(Photo Courtesy of Penn State Athletics)
May 25th, 2019 in Philadelphia, Pa. That day is one that many will forever remember as the day Penn State lacrosse officially arrived, becoming just the 10th FBS school to play on Championship Weekend.
Penn State’s ascension into the upper tier of college lacrosse over the past few seasons has been something truly special to watch. But, perhaps, it has also marked a new trend that has been arising in college lacrosse for the past decade and will likely explode as we look forward to the rest of the 2020s and beyond.
That trend is FBS schools coming of age and finally dominating college lacrosse just as they do pretty much any other sport.
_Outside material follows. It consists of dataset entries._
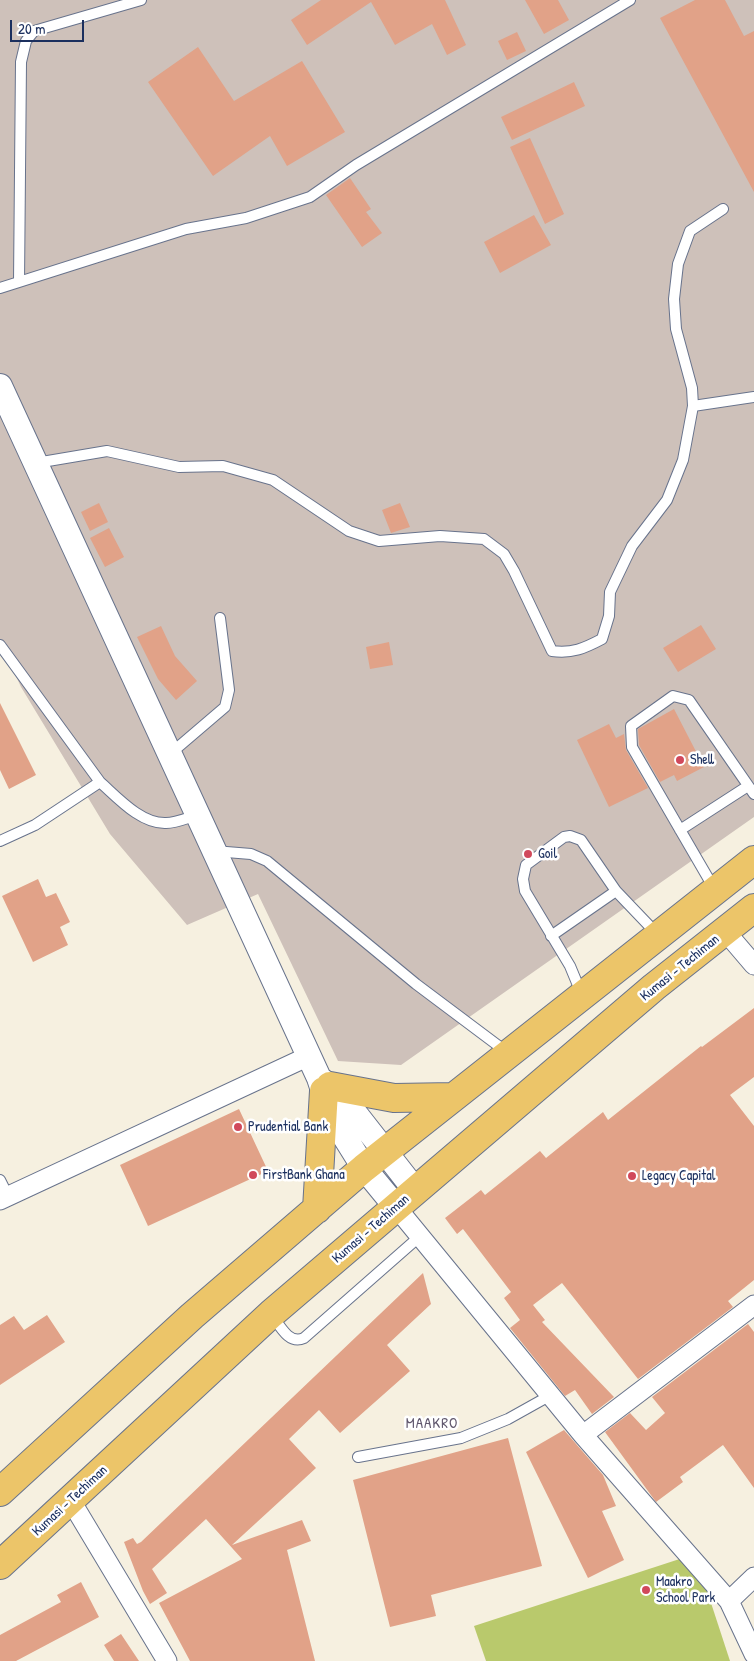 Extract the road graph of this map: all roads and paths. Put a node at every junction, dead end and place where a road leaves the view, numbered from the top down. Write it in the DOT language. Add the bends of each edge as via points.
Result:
graph roads {
  1 [pos="142,0"];
  2 [pos="630,0"];
  3 [pos="724,209"];
  4 [pos="19,282"];
  5 [pos="0,288"];
  6 [pos="0,386"];
  7 [pos="754,397"];
  8 [pos="693,406"];
  9 [pos="36,463"];
  10 [pos="220,618"];
  11 [pos="0,645"];
  12 [pos="169,754"];
  13 [pos="100,782"];
  14 [pos="751,790"];
  15 [pos="197,815"];
  16 [pos="680,830"];
  17 [pos="0,841"];
  18 [pos="214,850"];
  19 [pos="754,860"];
  20 [pos="616,891"];
  21 [pos="715,891"];
  22 [pos="754,908"];
  23 [pos="726,931"];
  24 [pos="659,935"];
  25 [pos="552,936"];
  26 [pos="754,965"];
  27 [pos="582,996"];
  28 [pos="509,1054"];
  29 [pos="309,1056"];
  30 [pos="324,1085"];
  31 [pos="453,1097"];
  32 [pos="374,1160"];
  33 [pos="3,1192"];
  34 [pos="406,1199"];
  35 [pos="317,1209"];
  36 [pos="419,1237"];
  37 [pos="754,1304"];
  38 [pos="271,1314"];
  39 [pos="551,1396"];
  40 [pos="583,1435"];
  41 [pos="358,1458"];
  42 [pos="0,1492"];
  43 [pos="71,1501"];
  44 [pos="0,1566"];
  45 [pos="754,1577"];
  46 [pos="729,1601"];
  47 [pos="754,1654"];
  48 [pos="167,1661"];
  1 -- 4 [label="lane" via="34,31 26,41 20,62"];
  2 -- 4 [label="lane" via="364,160 310,197 246,218 186,229"];
  3 -- 8 [label="lane" via="690,231 678,264 674,299 676,329 692,388"];
  4 -- 5 [label="lane"];
  6 -- 9 [label="street"];
  7 -- 8 [label="lane"];
  8 -- 9 [label="lane" via="683,460 667,500 632,546 610,592 609,616 602,639 566,653 552,651 504,554 484,539 440,536 379,541 349,531 273,480 222,466 179,467 106,451"];
  9 -- 12 [label="street"];
  10 -- 12 [label="lane" via="229,690 225,706"];
  11 -- 13 [label="lane"];
  12 -- 15 [label="street"];
  13 -- 15 [label="lane" via="139,815 154,822 167,823"];
  13 -- 17 [label="lane" via="35,825"];
  14 -- 16 [label="lane"];
  14 -- 16 [label="lane" via="689,700 673,696 631,726 632,747"];
  15 -- 18 [label="street"];
  16 -- 21 [label="lane"];
  18 -- 28 [label="lane" via="250,854 267,861 416,984"];
  18 -- 29 [label="street"];
  19 -- 21 [label="highway"];
  20 -- 24 [label="lane"];
  20 -- 25 [label="lane"];
  20 -- 25 [label="lane" via="582,840 564,837 526,866 524,872 525,891"];
  21 -- 24 [label="highway"];
  22 -- 23 [label="highway, Kumasi - Techiman"];
  23 -- 26 [label="street"];
  23 -- 34 [label="highway, Kumasi - Techiman" via="654,987"];
  24 -- 27 [label="highway"];
  25 -- 27 [label="lane" via="570,966"];
  27 -- 28 [label="highway"];
  28 -- 31 [label="highway"];
  29 -- 30 [label="street"];
  29 -- 33 [label="street"];
  30 -- 31 [label="highway" via="394,1098"];
  30 -- 32 [label="street" via="347,1103"];
  30 -- 35 [label="highway"];
  31 -- 32 [label="highway"];
  32 -- 34 [label="street"];
  32 -- 35 [label="highway"];
  34 -- 36 [label="street"];
  34 -- 38 [label="highway, Kumasi - Techiman"];
  35 -- 42 [label="highway" via="192,1316"];
  36 -- 38 [label="lane" via="304,1338 292,1340"];
  36 -- 39 [label="street"];
  37 -- 40 [label="street"];
  38 -- 43 [label="highway, Kumasi - Techiman"];
  39 -- 40 [label="street"];
  39 -- 41 [label="lane" via="508,1419 461,1438"];
  40 -- 46 [label="street"];
  43 -- 44 [label="highway, Kumasi - Techiman"];
  43 -- 48 [label="street"];
  45 -- 46 [label="street"];
  46 -- 47 [label="street"];
}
Sure, FBS schools like Army, Maryland, Navy, North Carolina, Syracuse, and Virginia all have long and storied lacrosse programs and have shared success since the early days of the sport, and Duke and Notre Dame have risen to much greater heights over the past two decades. But outside of those schools, the FBS hasn’t gripped much of a stranglehold on college lacrosse.
Now with the Big Ten sponsoring the sport, the prospect of FBS schools dominating the sport in the near future seems even more realistic than we ever thought. Programs like Ohio State and Penn State have made their first Championship Weekend appearances over the past three seasons and Utah, a Pac-12 school, now sponsors men’s lacrosse and has shown impressive growth already.
And for a sport that has seen smaller schools like Johns Hopkins and non-FBS schools like Princeton, Cornell, Towson, and UMass have a lot of success, this new resurgence could be a big jolt for some of those programs.
Many of these FBS schools have athletic budgets that exceed the majority of DI men’s lacrosse’s 75 programs. And as lacrosse grows bigger each year, it seems that the money poured into these lacrosse programs at schools like Michigan or Penn State increases.
Michigan recently opened a new multi-million dollar lacrosse-only facility in 2018 and Penn State and North Carolina just invested in hefty renovations to their stadiums. Also, Ohio State is planning on having a new 20-Million dollar lacrosse stadium completed by the 2022 season.
No non-FBS school can or will ever compete against those kinds of facilities. They may be able to sell their lacrosse history or other aspects about the school, but a Loyola or Hofstra just can’t compete with schools in the ACC and Big Ten.
And these facility improvements and bigger investments in lacrosse have already paid off in recruiting for most of these schools. Michigan, Ohio State, and Penn State each signed Under Armour All-Americans in the class of 2019, which is something none of those programs are highly known for, opposed to a school like Maryland.
In addition to the facility improvements and increased investments at multiple FBS schools, those programs are easy to sell. Just like Maryland, North Carolina, Syracuse, and Virginia have sold themselves for years, the same can be said for a school like Penn State or Utah. We see those names on TV every Saturday in the fall being broadcast to the masses and presented on the biggest stage.
FBS schools are brands. And those brands are much more recognizable, not only in North America but globally. You can go to almost any country and they know what Ohio State or Michigan is. That is an advantage that each one of those schools can play in recruiting that many other schools can’t.
Additionally, they might also be able to give out more scholarship money than some programs at smaller, less-known schools, even ones with long-standing lacrosse traditions.
The college lacrosse picture is certainly changing and will continue to change over the next decade-plus. And that change will see more FBS schools rise to prominence in college lacrosse. While not every one of those schools has officially arrived in lacrosse yet, they are certainly likely to over the next few years.
While mid-majors in conferences like the America East, CAA, Ivy League, Patriot League, and others and more traditional powers like Johns Hopkins will likely still have success, it may not be the same as it once was.
And with more high-level players nationwide than ever before and the greater emergence of some of these FBS programs over the past few seasons, there is no doubt that there will come a day when Championship weekend is nothing but FBS schools that 10 to 20 years ago no one would have guessed would be in that position.